» **Exercise**
In the entries below, spot each line with the word "Fayetteville" and copy it.
──────── Provided material
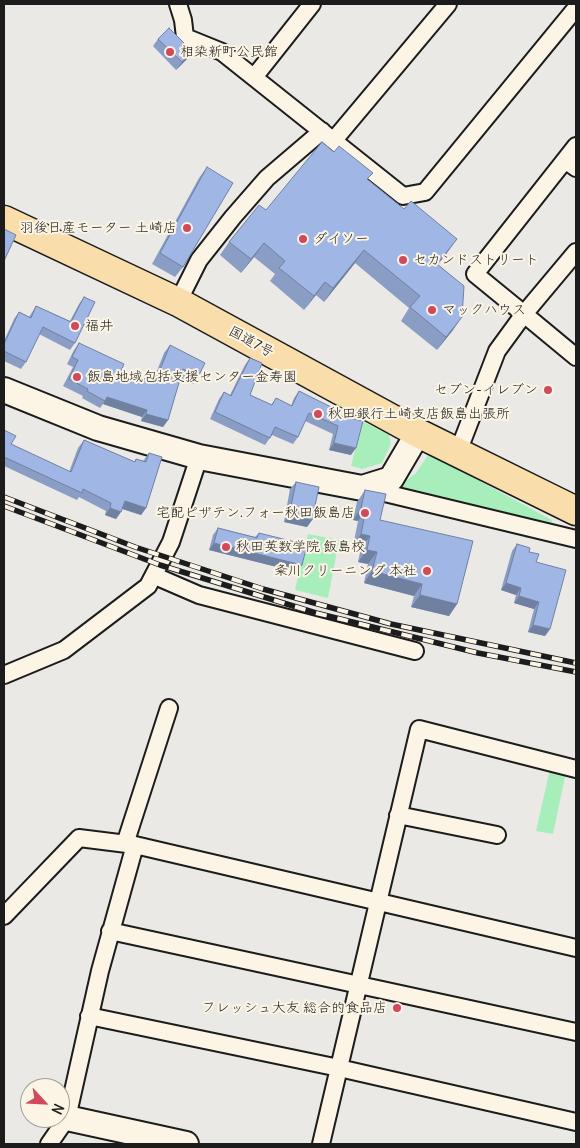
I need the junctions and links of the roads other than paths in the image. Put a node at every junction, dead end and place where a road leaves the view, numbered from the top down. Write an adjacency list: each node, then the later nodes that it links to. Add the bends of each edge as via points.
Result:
1 (178, 4): 5 (street, via 185,36 222,52)
2 (312, 4): 5 (street)
3 (448, 4): 6 (street)
4 (576, 8): 6 (street, via 425,192 403,196)
5 (255, 76): 6 (street)
6 (328, 136): 11 (street, via 267,178 198,260)
7 (576, 146): 8 (street)
8 (571, 164): 12 (street, via 475,274)
9 (4, 220): 11 (highway, 国道7号)
10 (576, 252): 12 (street)
11 (178, 302): 15 (highway, 国道7号)
12 (524, 314): 13 (street); 16 (street, via 497,350)
13 (576, 356)
14 (4, 390): 17 (street, via 98,428)
15 (418, 433): 16 (highway, 国道7号); 18 (street, via 391,478)
16 (458, 452): 19 (highway, 国道7号)
17 (199, 457): 18 (street); 21 (street)
18 (362, 488): 20 (street)
19 (576, 511)
20 (576, 539)
21 (155, 576): 22 (street, via 199,595); 23 (street, via 148,586 64,650)
22 (415, 651)
23 (4, 676)
24 (168, 708): 28 (street)
25 (576, 769): 26 (street, via 419,729)
26 (398, 815): 27 (street); 29 (street)
27 (497, 835)
28 (130, 844): 29 (street); 30 (street, via 79,838); 31 (street)
29 (377, 901): 32 (street); 33 (street)
30 (4, 916)
31 (110, 931): 33 (street); 34 (street)
32 (576, 948)
33 (358, 984): 35 (street); 36 (street)
34 (89, 1016): 36 (street); 37 (street)
35 (576, 1032)
36 (339, 1068): 39 (street); 43 (street)
37 (70, 1104)
38 (70, 1119): 42 (street)
39 (576, 1122)
40 (60, 1128): 41 (street)
41 (49, 1144)
42 (186, 1144)
43 (321, 1144)

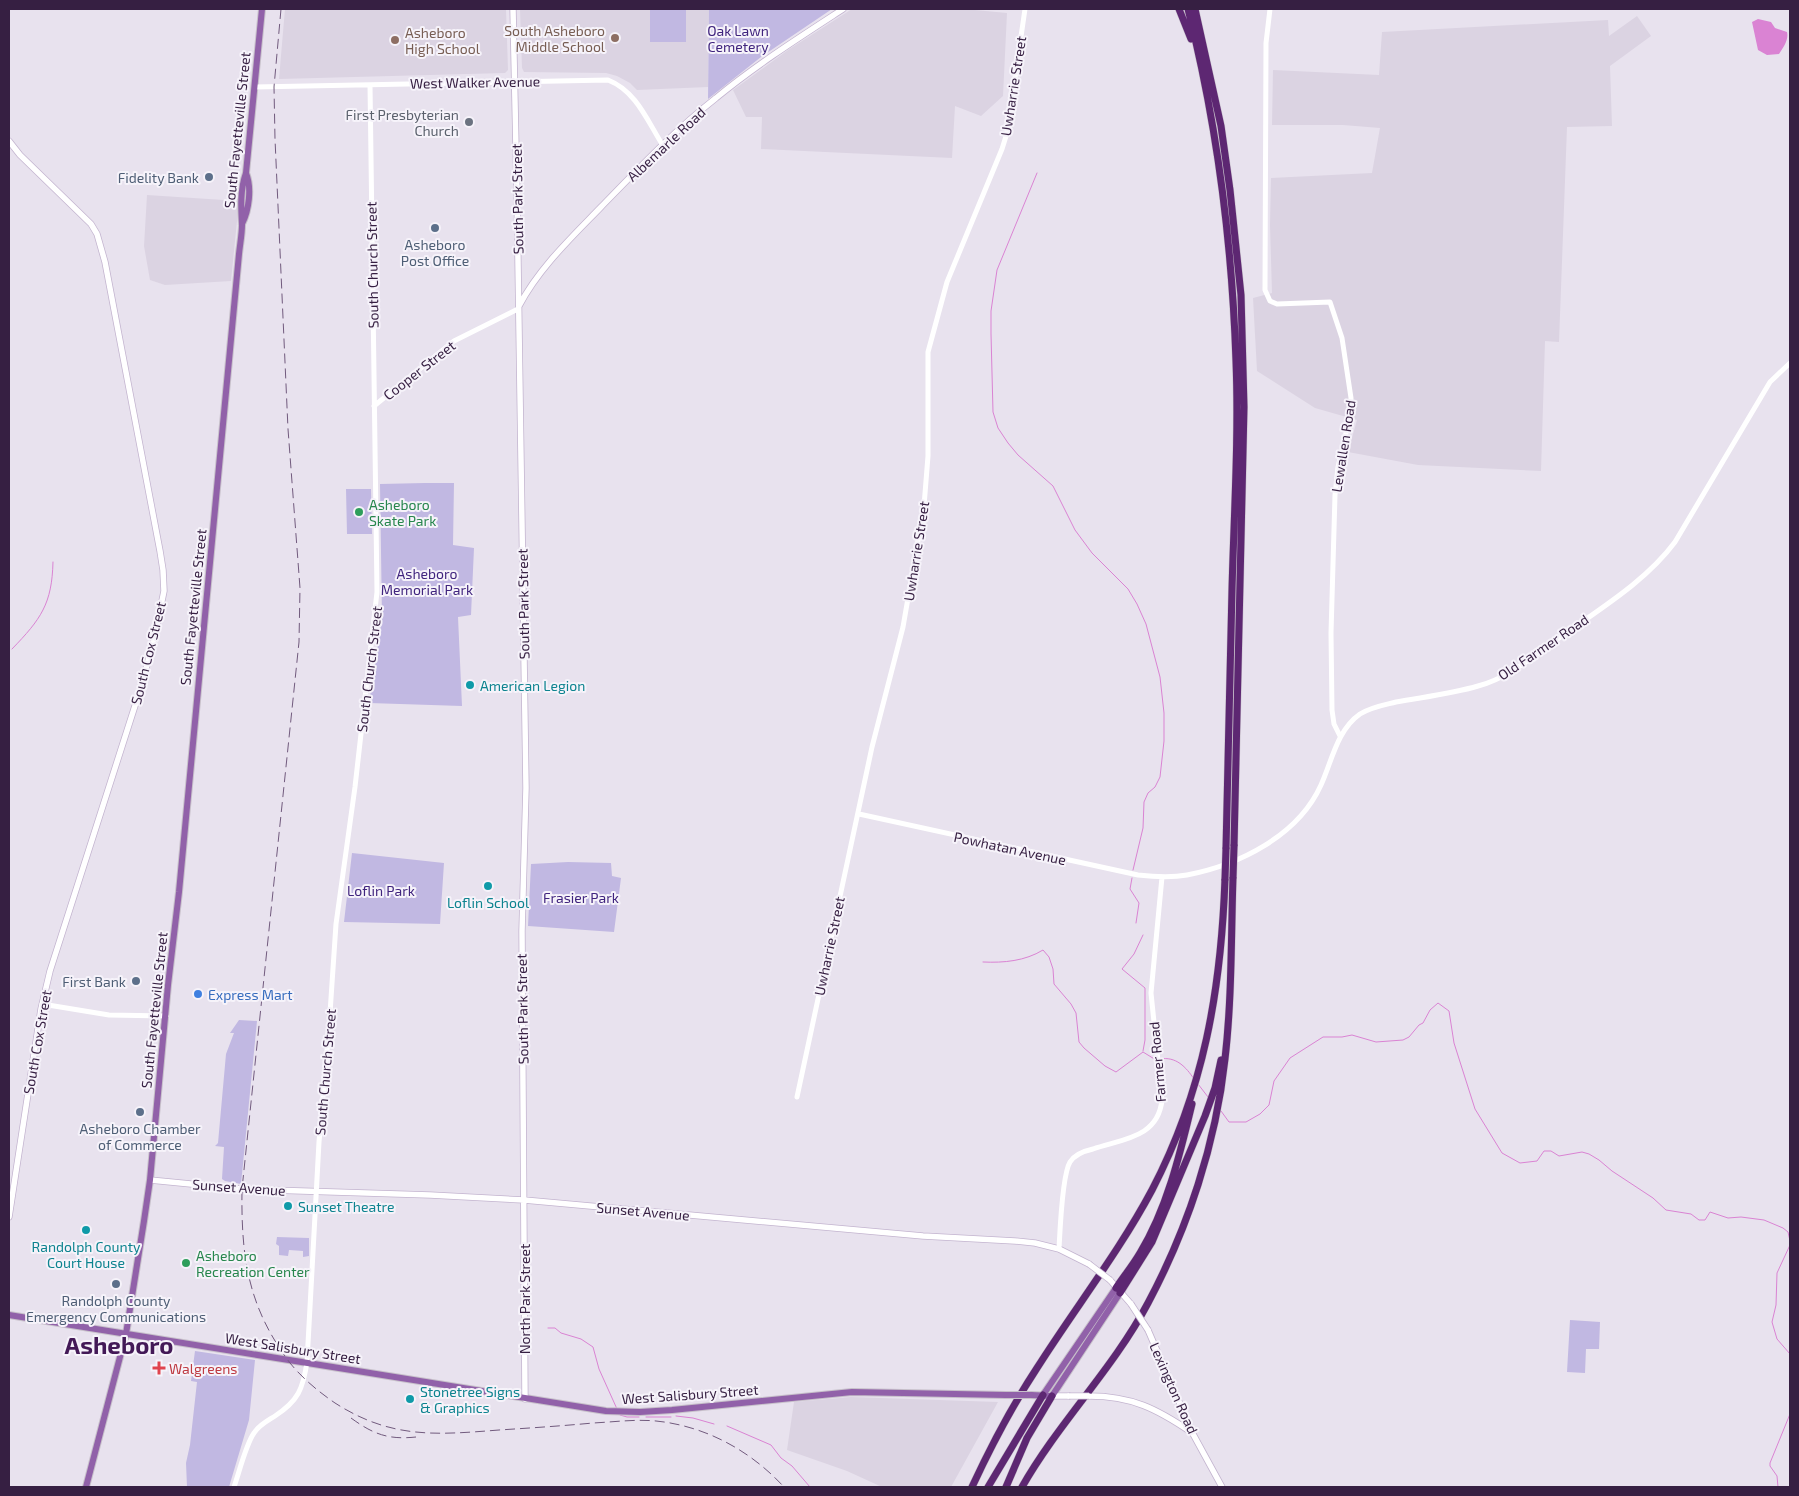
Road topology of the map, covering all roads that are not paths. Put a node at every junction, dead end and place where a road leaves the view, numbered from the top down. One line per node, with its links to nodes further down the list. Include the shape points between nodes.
1 (262, 9): 12 (main road, South Fayetteville Street)
2 (513, 9): 10 (main road, South Park Street)
3 (843, 9): 14 (main road, Albemarle Road, via 766,60)
4 (1025, 9): 21 (street, Uwharrie Street, via 1007,133 947,282 928,352 928,456 924,506 903,627 888,694 878,720)
5 (1180, 9): 9 (highway)
6 (1188, 9): 9 (highway)
7 (1197, 9): 25 (highway, bridge, via 1230,190 1242,324 1244,417)
8 (1270, 9): 20 (street, Lewallen Road, via 1266,43 1265,290 1270,301 1277,304 1330,302 1342,338 1350,386 1350,416 1335,496 1330,633 1332,710)
9 (1200, 63): 26 (highway, bridge, via 1225,207 1236,362 1225,879 1219,970)
10 (515, 81): 11 (street, West Walker Avenue); 14 (street, West Walker Avenue, via 608,80 625,88 632,96); 17 (main road, South Park Street)
11 (370, 85): 12 (street, West Walker Avenue); 19 (street, South Church Street)
12 (255, 88): 15 (main road, South Fayetteville Street)
13 (9, 141): 23 (main road, South Cox Street, via 91,224 97,234 164,577 150,656)
14 (662, 144): 17 (main road, Albemarle Road, via 564,245 534,281)
15 (245, 175): 16 (main road, South Fayetteville Street, via 241,197); 16 (main road, via 250,181 247,215)
16 (243, 222): 24 (main road, South Fayetteville Street)
17 (518, 309): 19 (street, Cooper Street, via 454,341); 30 (main road, South Park Street, via 526,788 522,931)
18 (1790, 363): 20 (street, Old Farmer Road, via 1770,382 1675,542 1648,571 1529,659 1491,681 1461,691 1375,706 1349,723)
19 (374, 406): 29 (street, South Church Street, via 377,594 336,924)
20 (1340, 736): 22 (street, Old Farmer Road, via 1315,797 1292,825 1241,859 1218,868)
21 (859, 814): 22 (street, Powhatan Avenue, via 1121,872); 27 (street, Uwharrie Street)
22 (1162, 877): 32 (street, Farmer Road, via 1151,993 1162,1100 1160,1114 1155,1123 1139,1135 1082,1152 1072,1160 1068,1166)
23 (42, 1004): 24 (street, via 109,1015); 31 (main road, South Cox Street)
24 (166, 1016): 28 (main road, South Fayetteville Street)
25 (1228, 1025): 33 (highway, via 1215,1088 1205,1116 1152,1242); 46 (highway, via 1220,1096 1205,1162 1169,1258 1133,1328)
26 (1205, 1050): 33 (highway, via 1166,1195 1141,1252); 43 (highway, via 1190,1098 1152,1189 1132,1225 1010,1411)
27 (797, 1096)
28 (150, 1180): 29 (main road, Sunset Avenue, via 242,1190); 35 (main road, South Fayetteville Street)
29 (317, 1192): 30 (main road, Sunset Avenue); 36 (street, South Church Street)
30 (524, 1200): 32 (main road, Sunset Avenue, via 928,1237 1015,1241); 39 (main road, North Park Street)
31 (9, 1217)
32 (1059, 1249): 33 (main road, Sunset Avenue, bridge, via 1089,1264)
33 (1118, 1290): 37 (main road); 38 (main road); 40 (main road, Lexington Road, bridge, via 1148,1330)
34 (9, 1315): 35 (main road, West Salisbury Street)
35 (126, 1334): 36 (main road, West Salisbury Street); 41 (main road, South Fayetteville Street)
36 (307, 1362): 39 (main road, West Salisbury Street); 42 (street, South Church Street, via 305,1379 294,1402 252,1435)
37 (1043, 1395): 38 (main road, West Salisbury Street); 39 (main road, West Salisbury Street, bridge, via 852,1392 640,1412 606,1411); 44 (highway)
38 (1052, 1396): 40 (main road, West Salisbury Street, bridge, via 1102,1396 1131,1401 1152,1408); 45 (highway, via 1026,1438)
39 (525, 1399)
40 (1193, 1434): 47 (main road, Lexington Road)
41 (86, 1487)
42 (234, 1487)
43 (972, 1487)
44 (988, 1487)
45 (1006, 1487)
46 (1022, 1487)
47 (1222, 1487)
────────────────
» **Exercise response**
1 (262, 9): 12 (main road, South Fayetteville Street)
12 (255, 88): 15 (main road, South Fayetteville Street)
15 (245, 175): 16 (main road, South Fayetteville Street, via 241,197); 16 (main road, via 250,181 247,215)
16 (243, 222): 24 (main road, South Fayetteville Street)
24 (166, 1016): 28 (main road, South Fayetteville Street)
28 (150, 1180): 29 (main road, Sunset Avenue, via 242,1190); 35 (main road, South Fayetteville Street)
35 (126, 1334): 36 (main road, West Salisbury Street); 41 (main road, South Fayetteville Street)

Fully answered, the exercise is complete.